• Your objective: Restate the following data in its entirety, word for word and without images.

• Data:
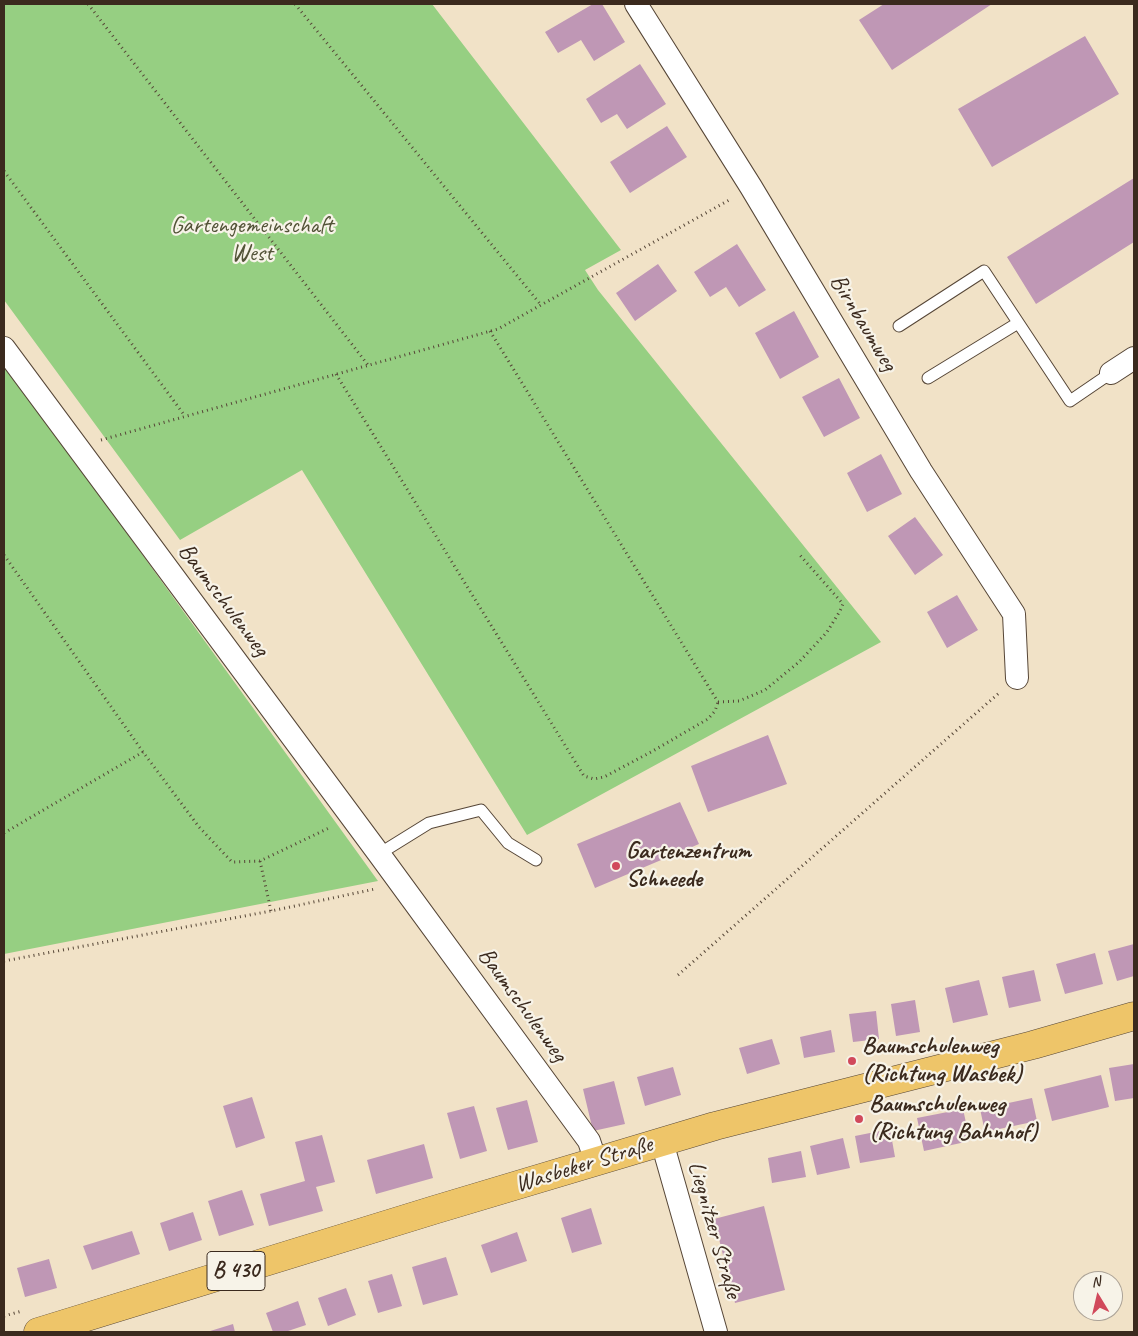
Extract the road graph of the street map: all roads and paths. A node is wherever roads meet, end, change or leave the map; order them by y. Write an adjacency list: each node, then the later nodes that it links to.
1 (88, 4): 12 (path)
2 (294, 4): 6 (path)
3 (636, 4): 5 (street, Birnbaumweg)
4 (4, 171): 16 (path)
5 (751, 187): 6 (path); 20 (street, Birnbaumweg)
6 (541, 305): 9 (path)
7 (1018, 323): 8 (lane); 13 (lane); 15 (lane)
8 (899, 326)
9 (490, 331): 12 (path); 21 (path)
10 (4, 348): 17 (street, Baumschulenweg)
11 (1134, 358): 13 (street)
12 (368, 365): 14 (path)
13 (1111, 373)
14 (336, 374): 16 (path); 21 (path)
15 (928, 378)
16 (185, 416): 17 (path)
17 (77, 447): 23 (street, Baumschulenweg)
18 (800, 554): 21 (path)
19 (4, 555): 22 (path)
20 (1017, 678): 31 (path)
21 (718, 702)
22 (143, 752): 24 (path); 27 (path)
23 (351, 817): 25 (street, Baumschulenweg); 27 (path)
24 (4, 833)
25 (379, 854): 26 (lane); 28 (street, Baumschulenweg)
26 (536, 860)
27 (260, 861): 29 (path)
28 (400, 883): 29 (path); 34 (street, Baumschulenweg)
29 (271, 911): 30 (path)
30 (4, 961)
31 (678, 975)
32 (1134, 1016): 33 (main road, Wasbeker Straße / B 430)
33 (662, 1142): 34 (main road, Wasbeker Straße / B 430); 36 (street, Liegnitzer Straße)
34 (596, 1162): 35 (main road, Wasbeker Straße / B 430)
35 (38, 1332)
36 (716, 1332)

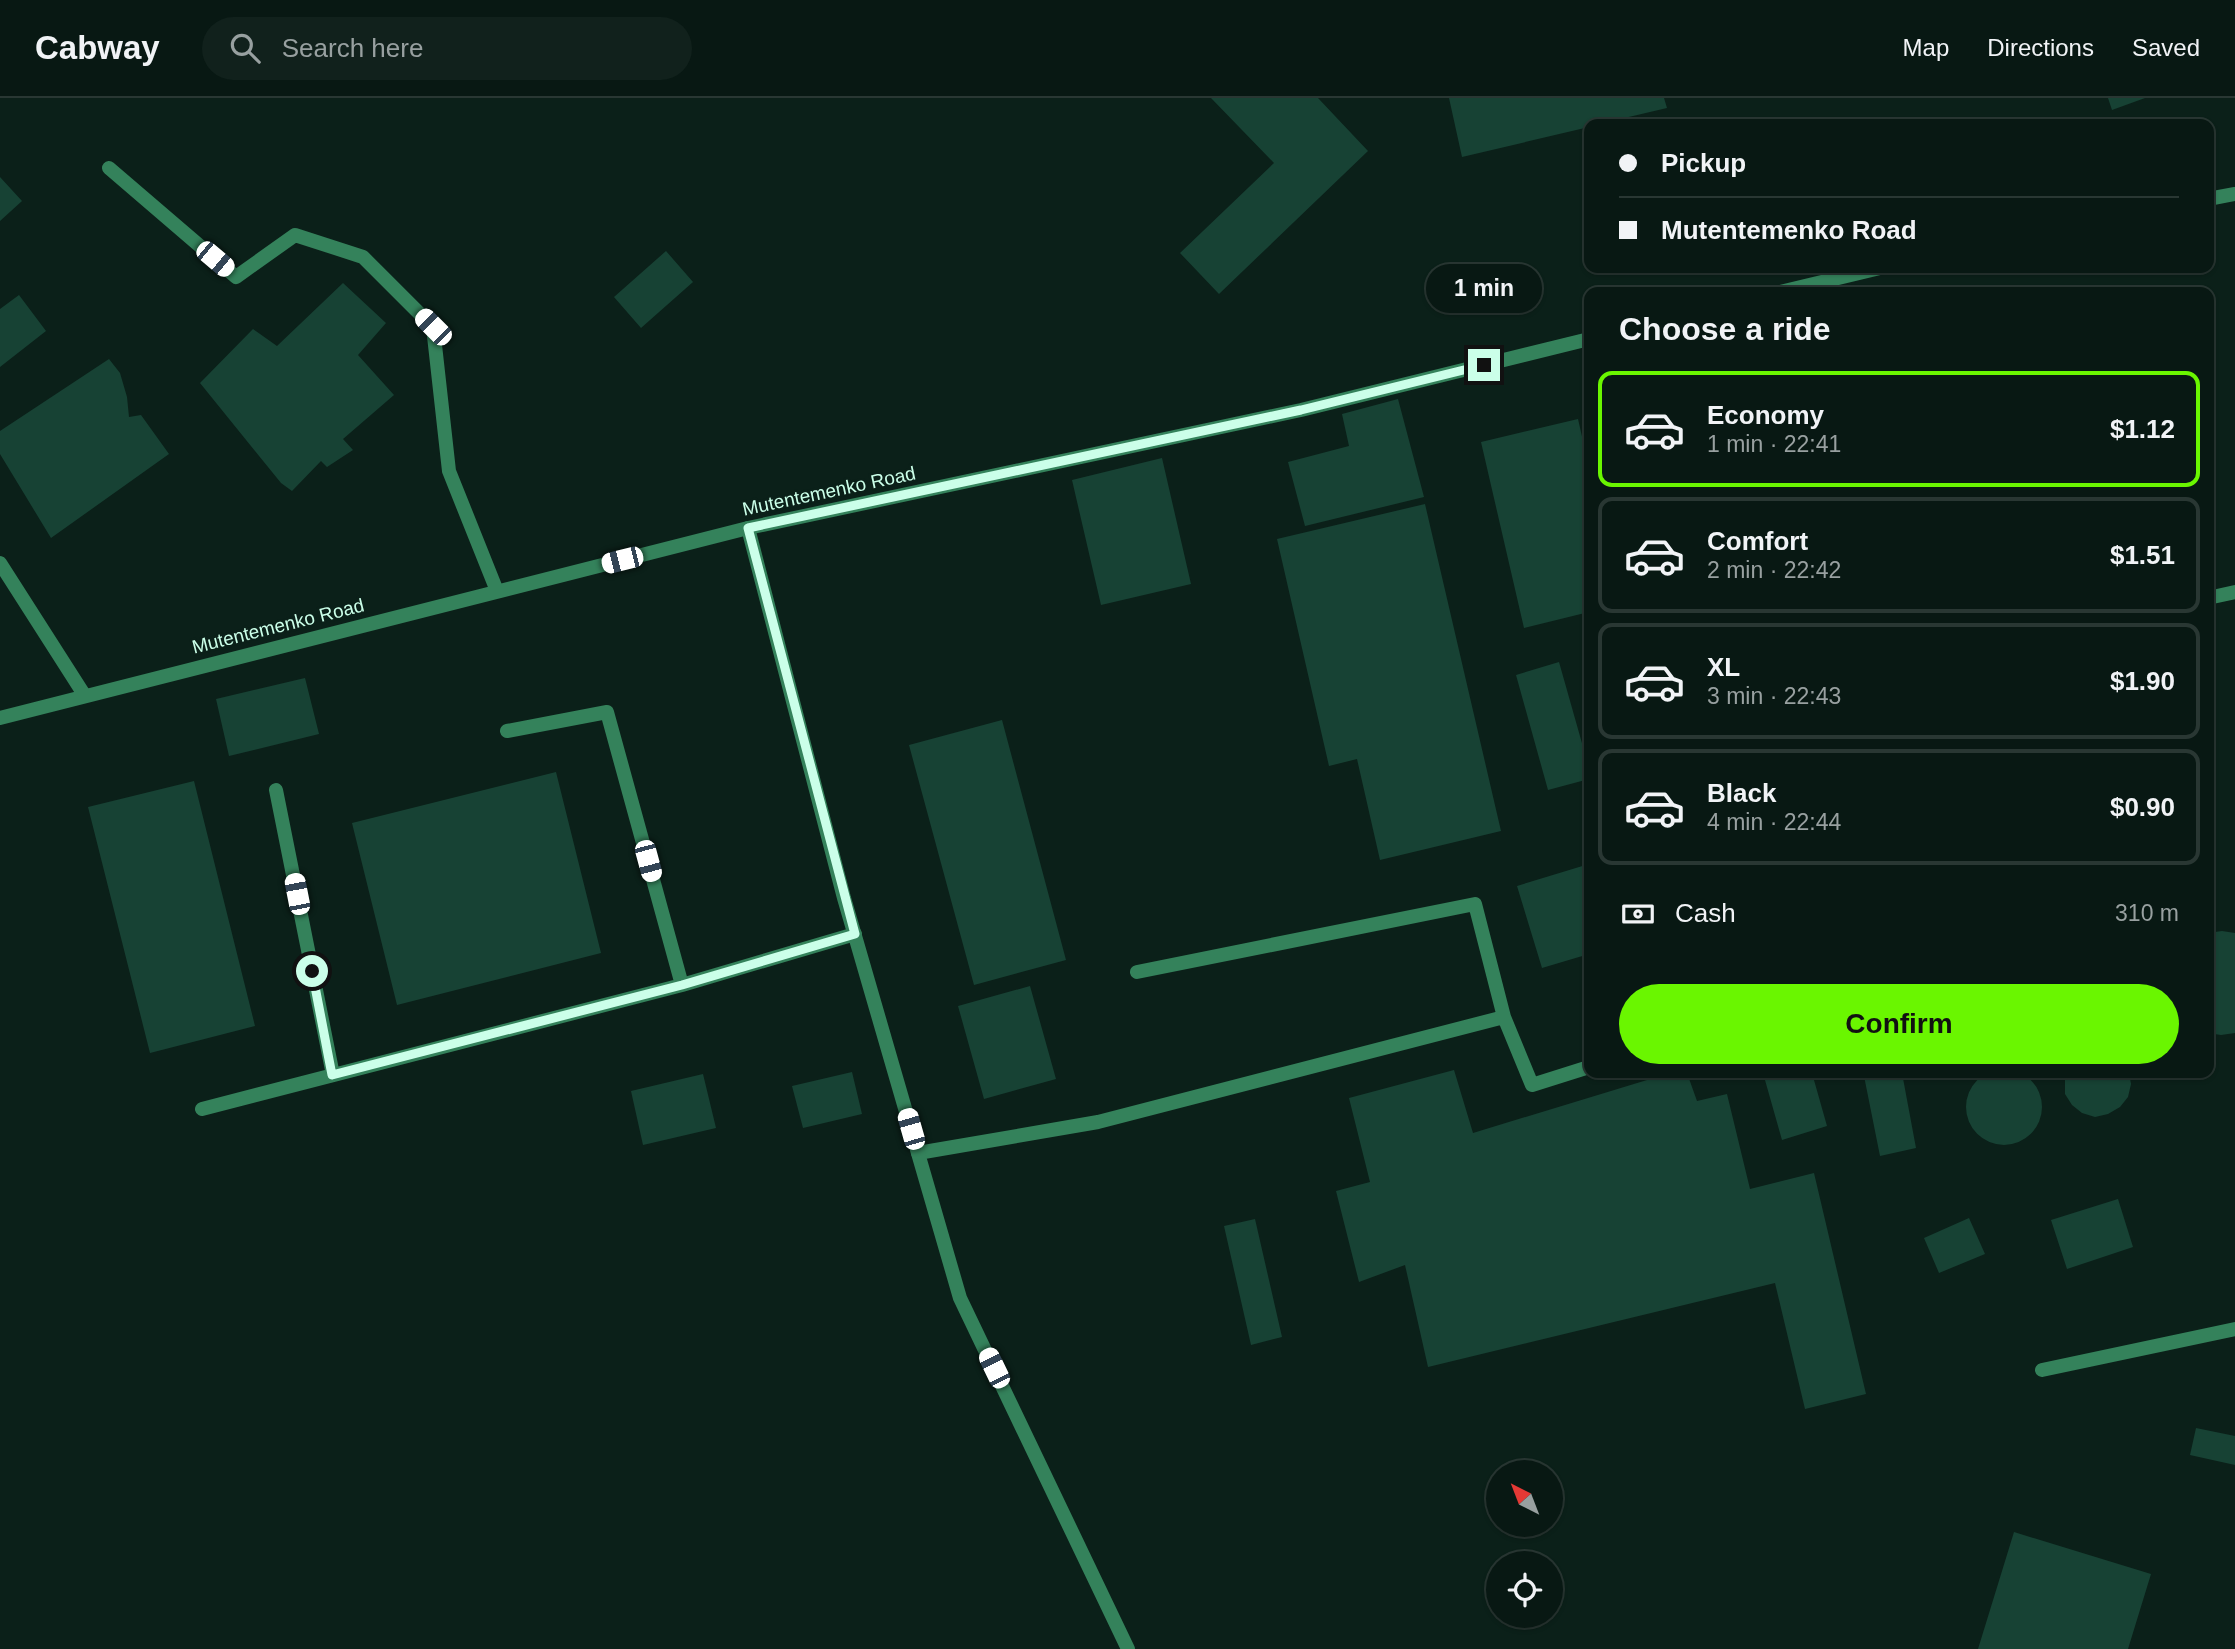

• Answer box:
Extract the road graph of the street map: all roads and paths. A node is wherever roads meet, end, change or leave the map; order them by y. Write an adjacency list: each node, then the later nodes that it links to.
1 (88, 4): 12 (path)
2 (294, 4): 6 (path)
3 (636, 4): 5 (street, Birnbaumweg)
4 (4, 171): 16 (path)
5 (751, 187): 6 (path); 20 (street, Birnbaumweg)
6 (541, 305): 9 (path)
7 (1018, 323): 8 (lane); 13 (lane); 15 (lane)
8 (899, 326)
9 (490, 331): 12 (path); 21 (path)
10 (4, 348): 17 (street, Baumschulenweg)
11 (1134, 358): 13 (street)
12 (368, 365): 14 (path)
13 (1111, 373)
14 (336, 374): 16 (path); 21 (path)
15 (928, 378)
16 (185, 416): 17 (path)
17 (77, 447): 23 (street, Baumschulenweg)
18 (800, 554): 21 (path)
19 (4, 555): 22 (path)
20 (1017, 678): 31 (path)
21 (718, 702)
22 (143, 752): 24 (path); 27 (path)
23 (351, 817): 25 (street, Baumschulenweg); 27 (path)
24 (4, 833)
25 (379, 854): 26 (lane); 28 (street, Baumschulenweg)
26 (536, 860)
27 (260, 861): 29 (path)
28 (400, 883): 29 (path); 34 (street, Baumschulenweg)
29 (271, 911): 30 (path)
30 (4, 961)
31 (678, 975)
32 (1134, 1016): 33 (main road, Wasbeker Straße / B 430)
33 (662, 1142): 34 (main road, Wasbeker Straße / B 430); 36 (street, Liegnitzer Straße)
34 (596, 1162): 35 (main road, Wasbeker Straße / B 430)
35 (38, 1332)
36 (716, 1332)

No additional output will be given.